- **THE PROBLEM**
Count how many lines of the data include "junctions". The answer is that number and nothing else.

- **INPUT MATERIAL**
<<<<

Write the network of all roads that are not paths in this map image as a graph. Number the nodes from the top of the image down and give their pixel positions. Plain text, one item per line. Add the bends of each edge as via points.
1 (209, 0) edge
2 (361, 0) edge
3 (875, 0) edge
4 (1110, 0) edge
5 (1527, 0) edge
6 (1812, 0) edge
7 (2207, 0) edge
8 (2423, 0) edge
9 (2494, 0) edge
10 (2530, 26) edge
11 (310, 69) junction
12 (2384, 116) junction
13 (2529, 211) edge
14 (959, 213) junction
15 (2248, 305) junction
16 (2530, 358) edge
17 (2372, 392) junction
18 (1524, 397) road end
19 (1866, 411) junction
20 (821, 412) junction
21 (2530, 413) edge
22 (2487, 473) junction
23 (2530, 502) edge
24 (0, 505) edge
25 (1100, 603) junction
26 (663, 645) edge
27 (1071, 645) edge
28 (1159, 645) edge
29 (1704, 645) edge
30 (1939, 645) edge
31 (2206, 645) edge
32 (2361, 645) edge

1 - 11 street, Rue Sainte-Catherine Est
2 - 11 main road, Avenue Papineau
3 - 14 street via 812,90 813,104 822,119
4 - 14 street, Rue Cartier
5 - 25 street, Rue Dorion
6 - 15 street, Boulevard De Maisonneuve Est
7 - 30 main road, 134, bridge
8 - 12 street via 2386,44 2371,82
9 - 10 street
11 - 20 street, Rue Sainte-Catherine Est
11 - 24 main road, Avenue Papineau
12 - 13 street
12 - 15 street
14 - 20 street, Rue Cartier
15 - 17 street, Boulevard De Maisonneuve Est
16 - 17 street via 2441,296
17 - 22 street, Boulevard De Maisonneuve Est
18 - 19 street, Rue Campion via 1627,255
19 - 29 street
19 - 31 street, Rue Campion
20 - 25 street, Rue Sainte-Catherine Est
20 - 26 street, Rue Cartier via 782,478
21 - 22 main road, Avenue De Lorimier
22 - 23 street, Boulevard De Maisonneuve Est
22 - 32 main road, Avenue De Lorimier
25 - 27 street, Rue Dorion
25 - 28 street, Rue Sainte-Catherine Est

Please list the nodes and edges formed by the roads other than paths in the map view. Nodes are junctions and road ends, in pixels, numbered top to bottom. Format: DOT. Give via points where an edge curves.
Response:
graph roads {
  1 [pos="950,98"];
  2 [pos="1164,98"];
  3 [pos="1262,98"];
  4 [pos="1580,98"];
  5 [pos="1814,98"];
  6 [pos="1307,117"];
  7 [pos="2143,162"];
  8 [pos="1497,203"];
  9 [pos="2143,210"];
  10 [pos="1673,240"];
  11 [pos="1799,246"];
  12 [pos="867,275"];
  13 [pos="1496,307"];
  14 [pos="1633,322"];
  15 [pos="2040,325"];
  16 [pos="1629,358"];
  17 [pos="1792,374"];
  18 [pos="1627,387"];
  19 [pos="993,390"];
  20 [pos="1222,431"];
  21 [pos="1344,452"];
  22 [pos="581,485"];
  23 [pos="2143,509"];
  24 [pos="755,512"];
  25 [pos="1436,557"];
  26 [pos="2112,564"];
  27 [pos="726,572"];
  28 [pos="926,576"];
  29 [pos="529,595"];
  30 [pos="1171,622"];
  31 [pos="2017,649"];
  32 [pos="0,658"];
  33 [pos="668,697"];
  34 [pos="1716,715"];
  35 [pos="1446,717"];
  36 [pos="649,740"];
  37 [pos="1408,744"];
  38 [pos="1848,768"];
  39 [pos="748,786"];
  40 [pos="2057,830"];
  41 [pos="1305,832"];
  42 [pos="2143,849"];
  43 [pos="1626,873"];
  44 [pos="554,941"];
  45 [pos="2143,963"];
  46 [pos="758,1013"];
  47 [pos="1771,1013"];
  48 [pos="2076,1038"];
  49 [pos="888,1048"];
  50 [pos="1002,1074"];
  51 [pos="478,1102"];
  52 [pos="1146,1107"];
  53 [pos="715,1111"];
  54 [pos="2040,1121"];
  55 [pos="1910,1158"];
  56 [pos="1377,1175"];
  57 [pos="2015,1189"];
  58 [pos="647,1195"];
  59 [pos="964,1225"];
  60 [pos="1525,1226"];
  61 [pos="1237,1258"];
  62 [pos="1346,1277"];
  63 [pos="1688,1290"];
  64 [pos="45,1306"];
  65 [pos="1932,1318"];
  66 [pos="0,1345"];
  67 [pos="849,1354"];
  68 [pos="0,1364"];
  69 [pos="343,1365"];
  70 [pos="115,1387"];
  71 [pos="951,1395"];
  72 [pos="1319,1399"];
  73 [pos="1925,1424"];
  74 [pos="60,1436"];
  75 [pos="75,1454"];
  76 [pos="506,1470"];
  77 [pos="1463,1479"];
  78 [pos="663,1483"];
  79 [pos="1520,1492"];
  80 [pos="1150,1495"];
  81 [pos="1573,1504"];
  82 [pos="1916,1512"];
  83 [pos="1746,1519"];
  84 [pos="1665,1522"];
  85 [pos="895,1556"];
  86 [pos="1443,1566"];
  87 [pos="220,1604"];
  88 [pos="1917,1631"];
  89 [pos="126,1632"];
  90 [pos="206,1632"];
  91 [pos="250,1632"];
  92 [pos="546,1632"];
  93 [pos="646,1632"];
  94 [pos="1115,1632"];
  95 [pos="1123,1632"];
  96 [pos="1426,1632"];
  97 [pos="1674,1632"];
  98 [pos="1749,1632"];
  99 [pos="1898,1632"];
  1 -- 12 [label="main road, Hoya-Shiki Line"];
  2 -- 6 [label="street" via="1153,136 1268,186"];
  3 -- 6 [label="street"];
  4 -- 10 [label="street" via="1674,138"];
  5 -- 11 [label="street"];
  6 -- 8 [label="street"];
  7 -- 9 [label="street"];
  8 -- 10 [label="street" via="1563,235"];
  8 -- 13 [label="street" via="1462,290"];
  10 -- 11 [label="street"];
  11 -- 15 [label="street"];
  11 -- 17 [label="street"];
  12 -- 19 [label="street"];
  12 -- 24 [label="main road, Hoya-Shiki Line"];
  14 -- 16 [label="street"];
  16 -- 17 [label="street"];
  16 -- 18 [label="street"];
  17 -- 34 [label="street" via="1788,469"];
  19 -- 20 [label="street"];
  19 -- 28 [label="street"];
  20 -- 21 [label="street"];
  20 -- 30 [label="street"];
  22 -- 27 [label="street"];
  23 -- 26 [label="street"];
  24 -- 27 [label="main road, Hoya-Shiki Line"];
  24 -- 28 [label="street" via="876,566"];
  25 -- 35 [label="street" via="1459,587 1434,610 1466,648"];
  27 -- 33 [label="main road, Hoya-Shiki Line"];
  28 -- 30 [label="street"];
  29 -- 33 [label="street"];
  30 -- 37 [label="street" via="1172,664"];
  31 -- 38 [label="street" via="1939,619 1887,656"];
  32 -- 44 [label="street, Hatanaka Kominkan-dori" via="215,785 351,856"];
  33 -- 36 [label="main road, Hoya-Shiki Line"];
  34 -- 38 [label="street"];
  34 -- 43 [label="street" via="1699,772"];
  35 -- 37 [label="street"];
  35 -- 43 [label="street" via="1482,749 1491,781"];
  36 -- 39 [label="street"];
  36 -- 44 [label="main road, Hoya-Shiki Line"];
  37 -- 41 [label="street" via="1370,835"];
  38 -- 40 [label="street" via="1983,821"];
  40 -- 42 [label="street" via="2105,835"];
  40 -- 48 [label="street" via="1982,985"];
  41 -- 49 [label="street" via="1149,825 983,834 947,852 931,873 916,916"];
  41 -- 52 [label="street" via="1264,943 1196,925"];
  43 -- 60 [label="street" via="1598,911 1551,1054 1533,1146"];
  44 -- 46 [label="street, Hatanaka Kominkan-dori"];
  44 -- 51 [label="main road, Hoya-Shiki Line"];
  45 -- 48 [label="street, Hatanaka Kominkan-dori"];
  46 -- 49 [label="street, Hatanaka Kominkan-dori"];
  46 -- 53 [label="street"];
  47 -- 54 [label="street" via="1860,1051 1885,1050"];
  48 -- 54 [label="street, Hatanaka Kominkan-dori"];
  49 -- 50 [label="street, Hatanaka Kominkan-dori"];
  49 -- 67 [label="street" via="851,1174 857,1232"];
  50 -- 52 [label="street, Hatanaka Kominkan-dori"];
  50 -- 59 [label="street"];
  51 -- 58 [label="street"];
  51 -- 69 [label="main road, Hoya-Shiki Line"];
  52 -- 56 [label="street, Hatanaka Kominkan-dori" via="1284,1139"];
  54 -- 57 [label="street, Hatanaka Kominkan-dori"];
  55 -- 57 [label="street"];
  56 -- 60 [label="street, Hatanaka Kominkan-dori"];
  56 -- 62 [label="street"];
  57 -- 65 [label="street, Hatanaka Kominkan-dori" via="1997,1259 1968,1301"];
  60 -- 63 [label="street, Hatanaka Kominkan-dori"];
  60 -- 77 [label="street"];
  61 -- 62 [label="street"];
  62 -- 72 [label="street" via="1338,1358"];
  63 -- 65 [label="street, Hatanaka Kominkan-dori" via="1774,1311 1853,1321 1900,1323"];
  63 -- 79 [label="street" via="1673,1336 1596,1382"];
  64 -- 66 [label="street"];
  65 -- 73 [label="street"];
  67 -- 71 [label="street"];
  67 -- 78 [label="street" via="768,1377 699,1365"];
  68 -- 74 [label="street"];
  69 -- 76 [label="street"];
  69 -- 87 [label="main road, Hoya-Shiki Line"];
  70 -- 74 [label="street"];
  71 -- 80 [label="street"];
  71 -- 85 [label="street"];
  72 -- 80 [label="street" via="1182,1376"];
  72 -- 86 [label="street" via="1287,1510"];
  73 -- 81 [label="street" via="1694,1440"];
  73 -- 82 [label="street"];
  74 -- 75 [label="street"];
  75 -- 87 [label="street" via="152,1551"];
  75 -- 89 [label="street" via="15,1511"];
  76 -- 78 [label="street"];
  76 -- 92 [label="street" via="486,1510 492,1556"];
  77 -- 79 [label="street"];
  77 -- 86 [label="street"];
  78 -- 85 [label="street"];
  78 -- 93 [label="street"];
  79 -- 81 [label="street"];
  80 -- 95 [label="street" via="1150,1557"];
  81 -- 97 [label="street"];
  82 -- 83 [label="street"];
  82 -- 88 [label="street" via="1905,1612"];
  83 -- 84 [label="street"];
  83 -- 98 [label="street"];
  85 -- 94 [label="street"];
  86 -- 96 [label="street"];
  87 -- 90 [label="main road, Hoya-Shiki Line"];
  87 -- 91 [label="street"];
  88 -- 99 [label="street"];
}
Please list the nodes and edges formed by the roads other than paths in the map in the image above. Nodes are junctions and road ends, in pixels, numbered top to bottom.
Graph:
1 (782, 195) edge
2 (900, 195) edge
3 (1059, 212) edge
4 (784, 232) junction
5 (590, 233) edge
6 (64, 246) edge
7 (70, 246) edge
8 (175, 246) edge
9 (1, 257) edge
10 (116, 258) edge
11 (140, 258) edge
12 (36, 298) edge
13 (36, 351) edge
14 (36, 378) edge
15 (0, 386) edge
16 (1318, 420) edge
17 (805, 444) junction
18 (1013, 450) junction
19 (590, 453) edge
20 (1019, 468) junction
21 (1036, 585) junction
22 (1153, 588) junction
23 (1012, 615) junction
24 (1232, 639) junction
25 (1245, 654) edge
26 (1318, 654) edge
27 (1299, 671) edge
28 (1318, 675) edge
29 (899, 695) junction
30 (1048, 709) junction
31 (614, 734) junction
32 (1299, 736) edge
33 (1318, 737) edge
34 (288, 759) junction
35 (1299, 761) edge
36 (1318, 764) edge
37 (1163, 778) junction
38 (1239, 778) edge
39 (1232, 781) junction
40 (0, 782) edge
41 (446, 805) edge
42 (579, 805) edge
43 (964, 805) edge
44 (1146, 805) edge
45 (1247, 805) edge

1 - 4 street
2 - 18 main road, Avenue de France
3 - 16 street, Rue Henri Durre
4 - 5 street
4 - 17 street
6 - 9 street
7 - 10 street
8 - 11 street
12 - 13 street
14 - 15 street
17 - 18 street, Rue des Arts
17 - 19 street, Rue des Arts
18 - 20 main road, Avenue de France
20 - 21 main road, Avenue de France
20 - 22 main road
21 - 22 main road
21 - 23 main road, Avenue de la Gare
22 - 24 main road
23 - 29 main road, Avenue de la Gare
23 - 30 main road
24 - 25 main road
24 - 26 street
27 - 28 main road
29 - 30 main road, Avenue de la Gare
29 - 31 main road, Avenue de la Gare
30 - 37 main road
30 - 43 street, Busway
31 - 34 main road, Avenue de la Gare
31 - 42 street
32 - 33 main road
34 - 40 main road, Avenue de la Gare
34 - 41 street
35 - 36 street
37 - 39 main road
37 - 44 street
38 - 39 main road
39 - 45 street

>>>>

- **REPLY TO THE TASK**
2